• RAW DATA:
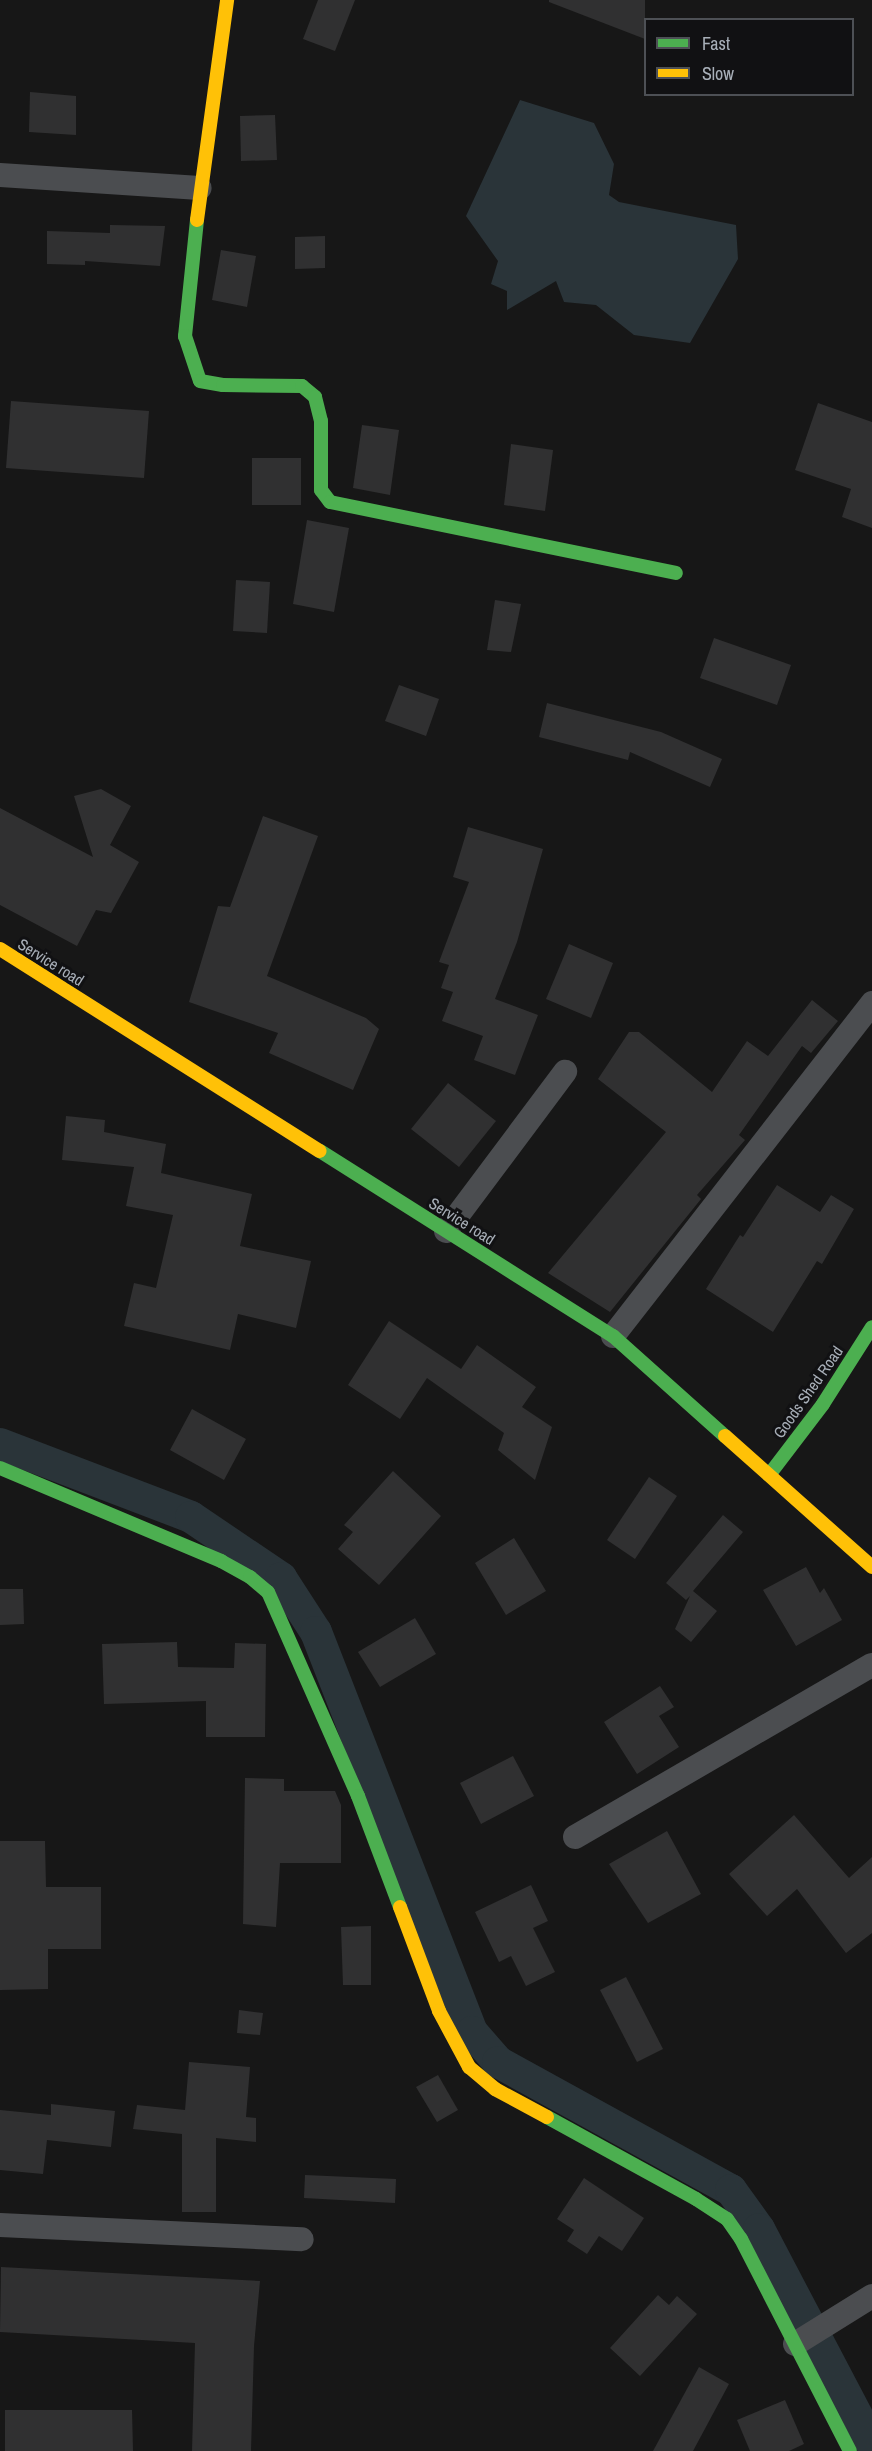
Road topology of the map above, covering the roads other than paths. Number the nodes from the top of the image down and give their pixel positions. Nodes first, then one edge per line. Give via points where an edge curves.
1 (227, 0) edge
2 (0, 175) edge
3 (200, 188) junction
4 (676, 573) dead end
5 (0, 949) edge
6 (872, 1003) edge
7 (565, 1072) dead end
8 (446, 1231) junction
9 (872, 1327) edge
10 (613, 1336) junction
11 (0, 1468) edge
12 (769, 1475) junction
13 (872, 1567) edge
14 (872, 1665) edge
15 (575, 1837) dead end
16 (0, 2225) edge
17 (302, 2239) dead end
18 (865, 2300) edge
19 (798, 2342) junction
20 (850, 2451) edge

1 - 3 street
2 - 3 street
3 - 4 street via 185,336 195,370 200,381 302,386 315,397 321,421 321,490 330,502
5 - 8 street, Service road
6 - 10 street
7 - 8 street
8 - 10 street, Service road
9 - 12 street, Goods Shed Road via 823,1404
10 - 12 street, Service road
11 - 19 street via 221,1561 268,1592 358,1796 439,2011 470,2067 495,2089 727,2219
12 - 13 street, Service road
14 - 15 street
16 - 17 street
18 - 19 street
19 - 20 street

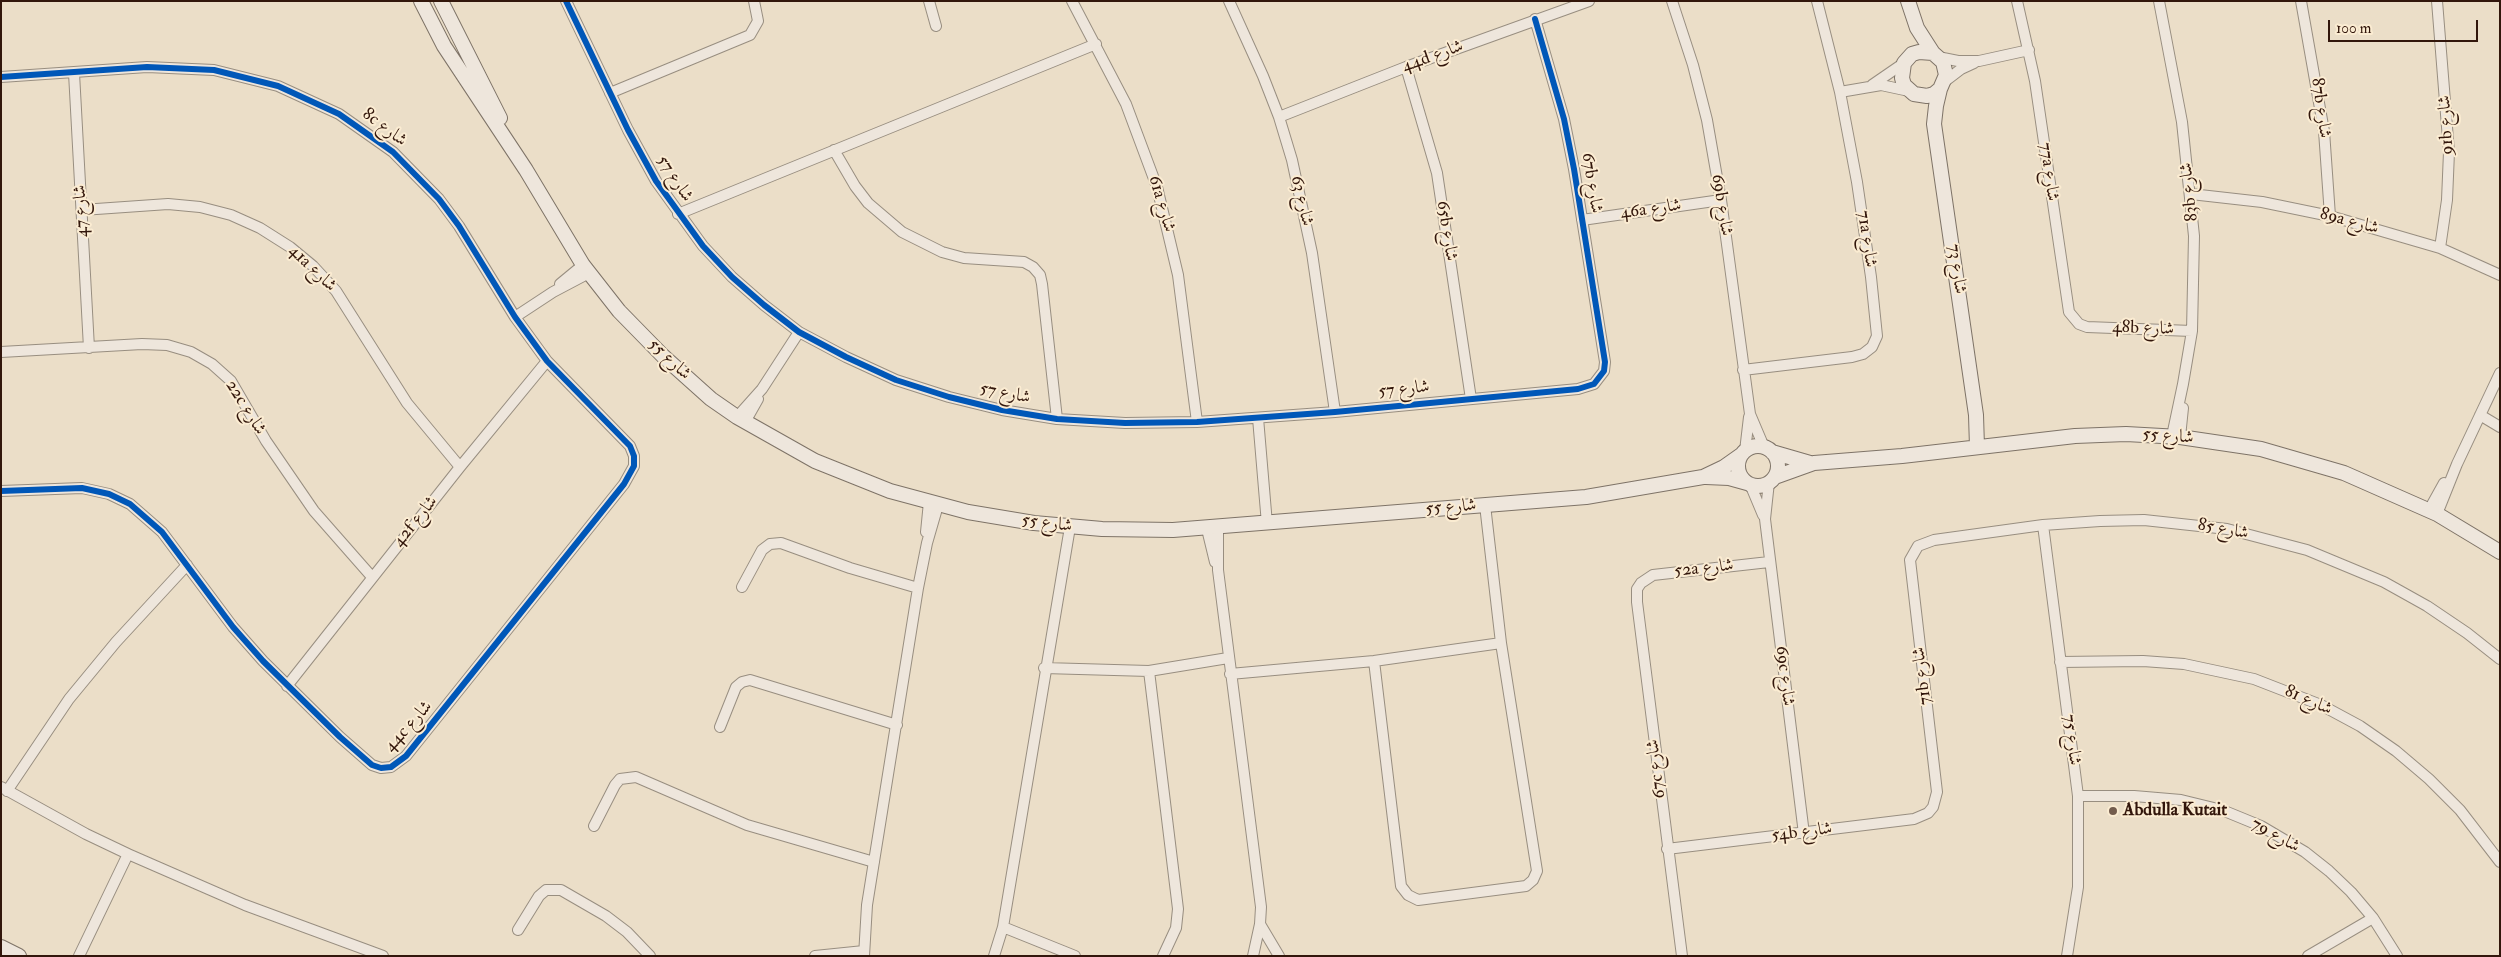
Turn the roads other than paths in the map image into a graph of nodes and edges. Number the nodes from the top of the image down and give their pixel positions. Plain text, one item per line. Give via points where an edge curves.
1 (421, 1) edge
2 (441, 1) edge
3 (566, 1) edge
4 (754, 1) edge
5 (929, 1) edge
6 (1072, 1) edge
7 (1229, 1) edge
8 (1589, 1) edge
9 (1672, 1) edge
10 (1817, 1) edge
11 (1908, 1) edge
12 (2017, 1) edge
13 (2158, 1) edge
14 (2301, 1) edge
15 (2437, 1) edge
16 (1535, 19) junction
17 (1912, 19) junction
18 (936, 26) dead end
19 (1096, 44) junction
20 (2029, 50) junction
21 (1935, 55) junction
22 (1906, 61) junction
23 (1979, 61) junction
24 (1406, 67) junction
25 (74, 73) junction
26 (1, 77) edge
27 (1871, 85) junction
28 (1942, 85) junction
29 (1840, 92) junction
30 (610, 93) junction
31 (1914, 93) junction
32 (1279, 117) junction
33 (1934, 124) junction
34 (834, 150) junction
35 (526, 170) junction
36 (2191, 194) junction
37 (1721, 200) junction
38 (82, 210) junction
39 (678, 214) junction
40 (2330, 216) junction
41 (1582, 220) junction
42 (2440, 248) junction
43 (586, 269) junction
44 (2500, 275) edge
45 (515, 317) junction
46 (2095, 327) joint
47 (2192, 331) junction
48 (799, 332) junction
49 (89, 348) junction
50 (1, 352) edge
51 (1604, 354) joint
52 (548, 361) junction
53 (1743, 370) junction
54 (2500, 373) edge
55 (1471, 399) junction
56 (1335, 412) junction
57 (1750, 414) junction
58 (2480, 415) junction
59 (1057, 418) junction
60 (1258, 418) junction
61 (741, 420) junction
62 (1197, 422) junction
63 (2500, 427) edge
64 (2176, 436) junction
65 (623, 438) joint
66 (1980, 446) junction
67 (1768, 449) junction
68 (1743, 453) junction
69 (1814, 463) junction
70 (460, 467) junction
71 (1702, 477) junction
72 (1772, 480) junction
73 (1749, 484) junction
74 (1, 491) edge
75 (933, 503) junction
76 (1485, 505) junction
77 (2433, 512) junction
78 (1765, 519) junction
79 (1267, 524) junction
80 (2043, 525) junction
81 (1070, 528) junction
82 (1213, 528) junction
83 (1918, 546) joint
84 (2500, 552) edge
85 (1769, 562) junction
86 (187, 566) junction
87 (372, 576) junction
88 (1641, 582) joint
89 (742, 587) dead end
90 (918, 588) junction
91 (1500, 642) junction
92 (1228, 658) junction
93 (2500, 659) edge
94 (1374, 661) junction
95 (2060, 662) junction
96 (1044, 668) junction
97 (1149, 670) junction
98 (1230, 674) junction
99 (287, 686) junction
100 (897, 725) junction
101 (720, 727) dead end
102 (4, 789) edge
103 (2078, 796) junction
104 (1933, 807) joint
105 (594, 826) dead end
106 (1804, 834) junction
107 (1667, 849) junction
108 (128, 854) junction
109 (874, 862) junction
110 (2500, 862) edge
111 (2372, 918) junction
112 (1260, 924) junction
113 (1003, 927) junction
114 (518, 930) dead end
115 (1, 947) edge
116 (864, 953) edge
117 (18, 956) edge
118 (79, 956) edge
119 (383, 956) edge
120 (650, 956) edge
121 (815, 956) edge
122 (994, 956) edge
123 (1075, 956) edge
124 (1163, 956) edge
125 (1253, 956) edge
126 (1279, 956) edge
127 (1682, 956) edge
128 (2067, 956) edge
129 (2308, 956) edge
130 (2397, 956) edge

1 - 35 street, شارع 55 via 444,46
2 - 35 street, شارع 55
3 - 30 street, شارع 57
4 - 30 street via 758,21 750,34
5 - 18 street
6 - 19 street, 61a شارع
7 - 32 street, شارع 63
8 - 16 street, 44d شارع
9 - 37 street, 69b شارع via 1700,92
10 - 29 street, 71a شارع
11 - 17 street
12 - 20 street, 77a شارع
13 - 36 street, 83b شارع via 2180,113
14 - 40 street, 87b شارع via 2321,114
15 - 42 street, 91b شارع via 2449,152
16 - 24 street, 44d شارع
16 - 41 street, 67b شارع via 1564,119
17 - 21 street
17 - 22 street via 1912,40
19 - 34 street
19 - 62 street, 61a شارع via 1134,124 1168,225 1182,301
20 - 23 street
20 - 46 street, 77a شارع via 2069,312 2079,324
21 - 22 street via 1919,52
21 - 23 street via 1958,61
21 - 28 street via 1945,68
22 - 27 street
22 - 31 street via 1902,78
23 - 28 street via 1961,69
24 - 32 street, 44d شارع
24 - 55 street, 65b شارع via 1436,173
25 - 26 street, 8c شارع
25 - 38 street, شارع 47
25 - 45 street, 8c شارع via 148,67 214,70 278,86 339,114 393,152 439,200 459,226
27 - 29 street
27 - 31 street via 1891,86
28 - 31 street via 1934,94
28 - 33 street, شارع 73
29 - 53 street, 71a شارع via 1865,230 1877,336 1872,347 1863,354
30 - 39 street, شارع 57 via 642,156
31 - 33 street, شارع 73
32 - 56 street, شارع 63 via 1306,224
33 - 66 street, شارع 73
34 - 39 street
34 - 59 street, شارع 57 via 868,203 908,236 964,258 1024,262 1040,275
35 - 43 street, شارع 55
36 - 40 street, 89a شارع via 2262,202
36 - 47 street, 83b شارع via 2194,256
37 - 41 street, 46a شارع
37 - 53 street, 69b شارع
38 - 49 street, شارع 47
38 - 70 street, 41a شارع via 168,204 200,207 231,215 290,247 336,291 406,403
39 - 48 street, شارع 57 via 732,277
40 - 42 street, 89a شارع
41 - 51 street, 67b شارع
42 - 44 street, 89a شارع
43 - 45 street
43 - 61 street, شارع 55 via 619,311 663,356 711,399
45 - 52 street, 8c شارع
46 - 47 street, 48b شارع
47 - 64 street, 83b شارع
48 - 59 street, شارع 57 via 888,376 949,397 1002,410
48 - 61 street
49 - 50 street, 22c شارع
49 - 87 street, 22c شارع via 167,345 191,352 212,364 231,382 314,511
51 - 55 street, شارع 57 via 1604,371 1594,384 1586,388
52 - 65 street, 8c شارع
52 - 70 street, 42f شارع
53 - 57 street, 69b شارع
54 - 58 street
55 - 56 street, شارع 57
56 - 60 street, شارع 57
57 - 67 street, 69b شارع
57 - 68 street, 69b شارع
58 - 63 street
58 - 77 street
59 - 62 street, شارع 57 via 1125,423
60 - 62 street, شارع 57
60 - 79 street
61 - 75 street, شارع 55 via 838,471
64 - 66 street, شارع 55 via 2100,434
64 - 77 street, شارع 55 via 2245,446 2303,460 2384,489
65 - 99 street, 44c شارع via 634,456 630,475 400,763 381,768 372,765
66 - 69 street, شارع 55
67 - 68 street via 1757,446
67 - 69 street, شارع 55
67 - 72 street via 1778,464
68 - 71 street, شارع 55 via 1724,468
68 - 73 street via 1738,461 1739,474
69 - 72 street, شارع 55
70 - 87 street, 42f شارع
71 - 73 street, شارع 55 via 1729,478
71 - 76 street, شارع 55 via 1586,497
72 - 73 street via 1756,486
72 - 78 street, 69c شارع
73 - 78 street, 69c شارع
74 - 86 street, 44c شارع via 82,488 109,494 130,504 162,532
75 - 81 street, شارع 55 via 1001,518
75 - 90 street
76 - 79 street, شارع 55
76 - 91 street
77 - 84 street, شارع 55
78 - 85 street, 69c شارع
79 - 82 street, شارع 55
80 - 83 street, شارع 85 via 1934,540
80 - 93 street, شارع 85 via 2144,520 2210,527 2267,538 2346,565 2384,582 2427,606
80 - 95 street, شارع 75
81 - 82 street, شارع 55
81 - 96 street
82 - 92 street
83 - 104 street, 71b شارع via 1912,554 1910,568 1937,792
85 - 88 street, 52a شارع via 1661,574
85 - 106 street, 69c شارع
86 - 99 street, 44c شارع via 233,627
86 - 102 street via 69,698
87 - 99 street, 42f شارع
88 - 107 street, 67c شارع via 1637,589 1637,602
89 - 90 street via 762,550 780,542 850,568
90 - 100 street
91 - 94 street
91 - 94 street via 1537,871 1526,886 1516,888 1418,900 1401,886
92 - 97 street
92 - 98 street
94 - 98 street
95 - 103 street, شارع 75
95 - 110 street, شارع 81 via 2143,661 2192,665 2254,679 2322,705 2360,726 2430,779 2460,810
96 - 97 street
96 - 113 street
97 - 124 street via 1178,908 1176,928
98 - 112 street
100 - 101 street via 750,680 736,687
100 - 109 street
102 - 108 street
103 - 111 street, شارع 79 via 2160,797 2202,804 2242,818 2305,852 2351,892
103 - 128 street, شارع 75 via 2078,887
104 - 106 street, 54b شارع via 1914,819
105 - 109 street via 620,779 636,777 747,825
106 - 107 street, 54b شارع
107 - 127 street, 67c شارع
108 - 118 street
108 - 119 street via 245,905
109 - 116 street
111 - 129 street
111 - 130 street, شارع 79
112 - 125 street
112 - 126 street
113 - 122 street
113 - 123 street
114 - 120 street via 539,896 546,890 561,890 606,916
115 - 117 street
116 - 121 street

• ABOUT THIS EXERCISE: In the preceding material, find each line holding the word "joint" and copy it out.

• RESPONSE:
46 (2095, 327) joint
51 (1604, 354) joint
65 (623, 438) joint
83 (1918, 546) joint
88 (1641, 582) joint
104 (1933, 807) joint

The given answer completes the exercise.